_DIRECTIONS:_ In this material, which lines include the string "Valle"? Show them.

** Opening DATA SECTION block **

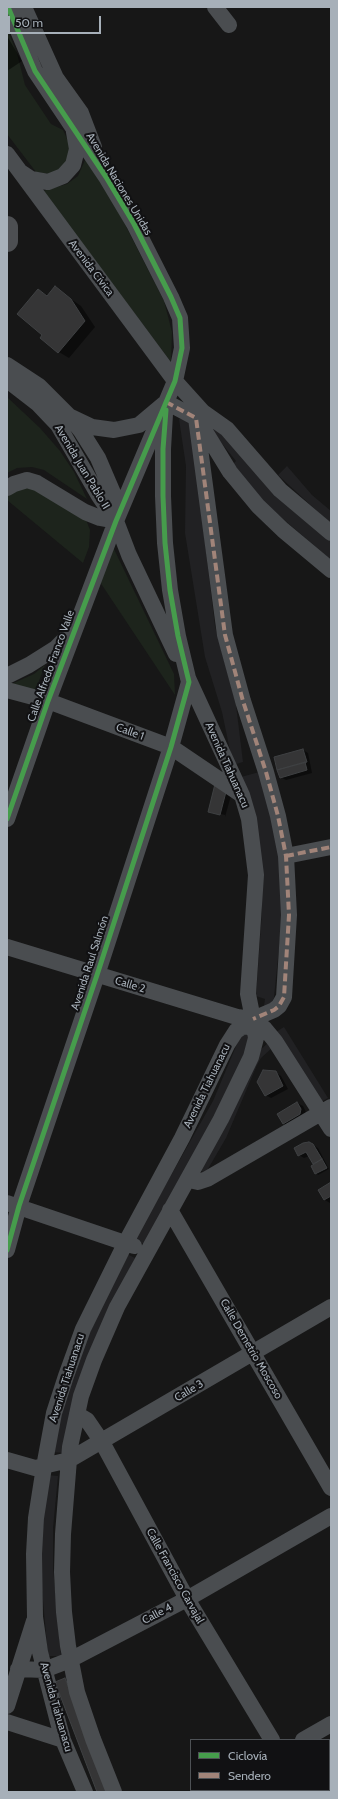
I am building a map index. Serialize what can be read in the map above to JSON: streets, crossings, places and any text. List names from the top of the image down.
{
  "streets": {
    "street": [
      "Avenida Naciones Unidas",
      "Avenida Cívica",
      "Avenida Juan Pablo II",
      "Calle Alfredo Franco Valle",
      "Calle 1",
      "Avenida Tiahuanacu",
      "Avenida Raul Salmón",
      "Calle 2",
      "Calle Demetrio Moscoso",
      "Calle 3",
      "Calle Francisco Carvajal",
      "Calle 4"
    ]
  },
  "crossings": [
    ["Avenida Naciones Unidas", "Avenida Cívica"],
    ["Avenida Naciones Unidas", "Avenida Juan Pablo II"],
    ["Avenida Naciones Unidas", "Calle Alfredo Franco Valle"],
    ["Avenida Naciones Unidas", "Avenida Tiahuanacu"],
    ["Avenida Naciones Unidas", "Avenida Raul Salmón"],
    ["Avenida Juan Pablo II", "Calle Alfredo Franco Valle"],
    ["Avenida Juan Pablo II", "Avenida Tiahuanacu"],
    ["Calle Alfredo Franco Valle", "Calle 1"],
    ["Calle Alfredo Franco Valle", "Avenida Tiahuanacu"],
    ["Calle 1", "Avenida Tiahuanacu"],
    ["Calle 1", "Avenida Raul Salmón"],
    ["Avenida Tiahuanacu", "Avenida Raul Salmón"],
    ["Avenida Tiahuanacu", "Calle 2"],
    ["Avenida Tiahuanacu", "Calle Demetrio Moscoso"],
    ["Avenida Tiahuanacu", "Calle 3"],
    ["Avenida Tiahuanacu", "Calle Francisco Carvajal"],
    ["Avenida Tiahuanacu", "Calle 4"],
    ["Avenida Raul Salmón", "Calle 2"],
    ["Calle Demetrio Moscoso", "Calle 3"],
    ["Calle 3", "Calle Francisco Carvajal"],
    ["Calle Francisco Carvajal", "Calle 4"]
  ],
  "legend": ["Ciclovía", "Sendero"],
  "scale_bar": "50 m"
}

** Closing DATA SECTION block **

_ANSWER BELOW:_
      "Calle Alfredo Franco Valle",
    ["Avenida Naciones Unidas", "Calle Alfredo Franco Valle"],
    ["Avenida Juan Pablo II", "Calle Alfredo Franco Valle"],
    ["Calle Alfredo Franco Valle", "Calle 1"],
    ["Calle Alfredo Franco Valle", "Avenida Tiahuanacu"],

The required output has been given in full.